Either a list of data point index vectors or a list of return values of FUN.

Details

By default clusters can be identified using the mouse and an invisible list of indices of the respective data points is returned.

If FUN is not NULL, then the index vector of data points is passed to this function as first argument, see the examples below.
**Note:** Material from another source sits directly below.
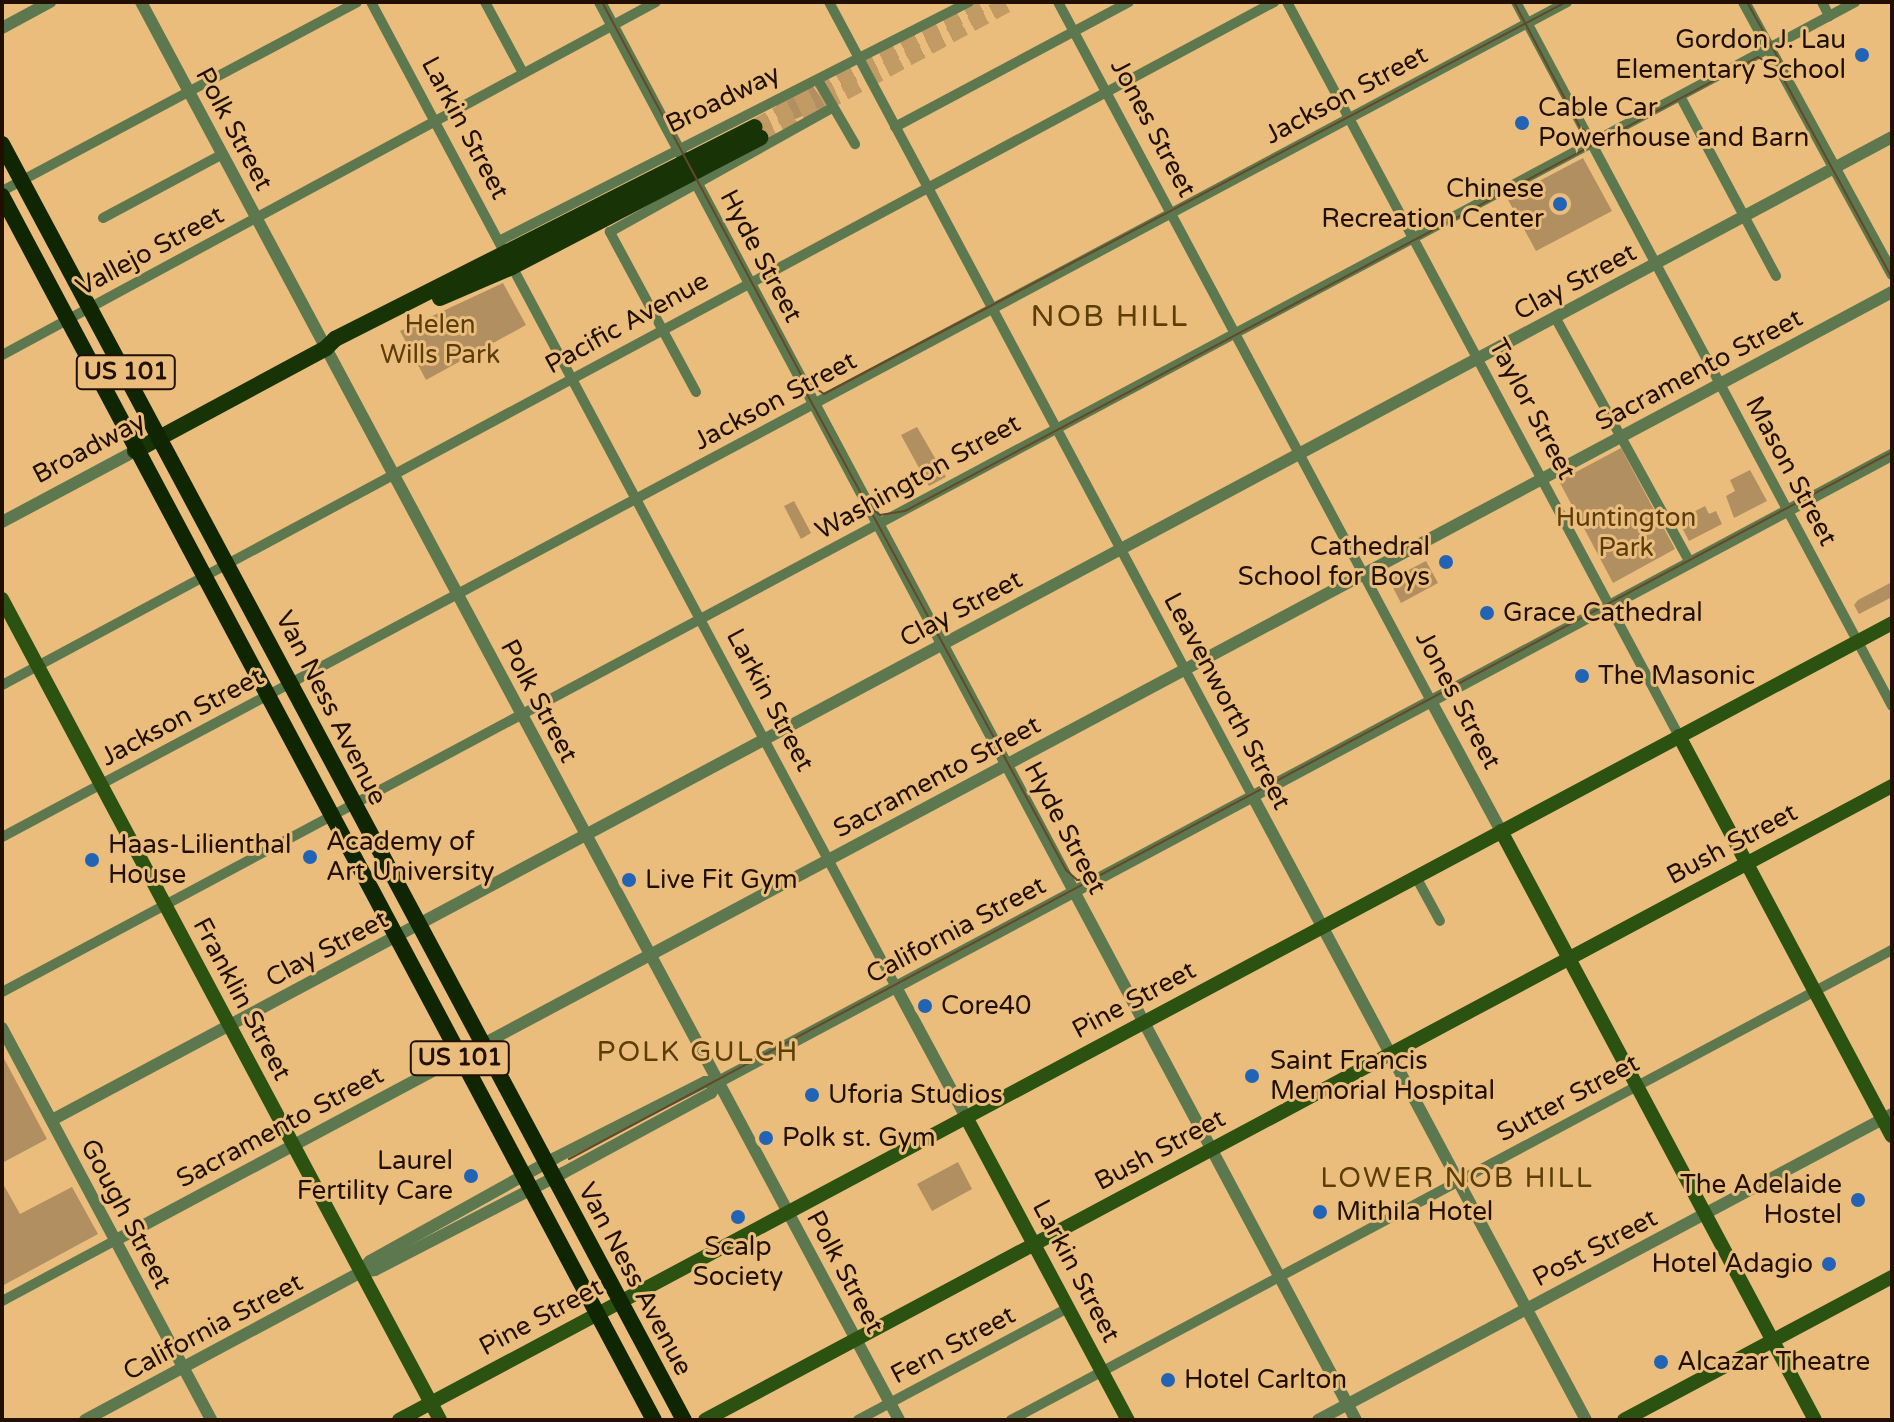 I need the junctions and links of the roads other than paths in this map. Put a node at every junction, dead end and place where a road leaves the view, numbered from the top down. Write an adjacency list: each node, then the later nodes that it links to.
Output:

The active graphics device for FUN can be specified using DEV.FUN.

The identification process is terminated by pressing any mouse button other than the first, see also identify.

See Also

hclust, rect.hclust

Examples

Run this code
# NOT RUN {
require(graphics)

hca <- hclust(dist(USArrests))
plot(hca)
(x <- identify(hca)) ##  Terminate with 2nd mouse button !!

hci <- hclust(dist(iris[,1:4]))
plot(hci)
identify(hci, function(k) print(table(iris[k,5])))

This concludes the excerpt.